I think I a long time ago made some pecan ones, and there are plenty of recipes around with a lot of recipes around for all sort of different flavors. I wanted to make a basic one, where the main flavor comes from the butter and vanilla.
I have this little book called Miss Jensens Five O’Clock Tea. I got it quite a while ago, but I never made any recipes from it. It is a republish of 1902 recipe collection. Miss Jensen was a famous Danish cook (and head of household) and authored a number of cookbooks for ‘the modern house-wife’. According to the foreword this was a collection of cheap and easy cakes, breads and cookies, useful in the many households where the family gathers for tea before or after dinner. The recipes from this book were primarily ones she gathered when she visited England.
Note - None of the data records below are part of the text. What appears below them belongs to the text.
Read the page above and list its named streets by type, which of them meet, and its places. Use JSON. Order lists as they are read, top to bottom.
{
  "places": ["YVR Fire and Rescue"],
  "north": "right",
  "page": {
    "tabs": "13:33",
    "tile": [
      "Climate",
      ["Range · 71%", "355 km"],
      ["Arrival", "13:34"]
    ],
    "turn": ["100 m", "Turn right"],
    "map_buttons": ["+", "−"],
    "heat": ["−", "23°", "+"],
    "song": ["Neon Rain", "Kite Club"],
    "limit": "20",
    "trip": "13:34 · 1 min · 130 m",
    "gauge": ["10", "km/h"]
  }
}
This book obviously contains a recipe for shortbreads – and I don’t know about cheap given it called for a real vanilla pod and (of course) a lot of butter – but I guess that in 1902 there weren’t any cheaper fats available.
Most recipes include butter, flour sugar and vanilla, but this one included an egg too, which I found interesting. I was a bit worried to try out a recipe from 1902 – I doubt the butter has the same amount of water content and salt today as it did then, on top of the differences between European and US style butter. I worked out great though!
Since the butter is one of the main flavoring components of this cookie, using higher quality butter would probably make them taste even better, but I just used Safeway brand Organic butter.
Ingredients: (Original recipe from Frk. Jensen’s Five O’clock Tea)
- 500 g all-purpose flour (17.6 oz)
- 250 g butter (8.8 oz )
- 1 tsp baking powder
- Seeds from 1 vanilla pod
- 150 g sugar (5.2 oz)
- 1 egg
1. Split the vanilla pod and scrape out the seeds.
2. Mix the flour, baking powder and vanilla seeds in a bowl.
3. Add the butter and squeeze the butter into the flour mixture with your hands.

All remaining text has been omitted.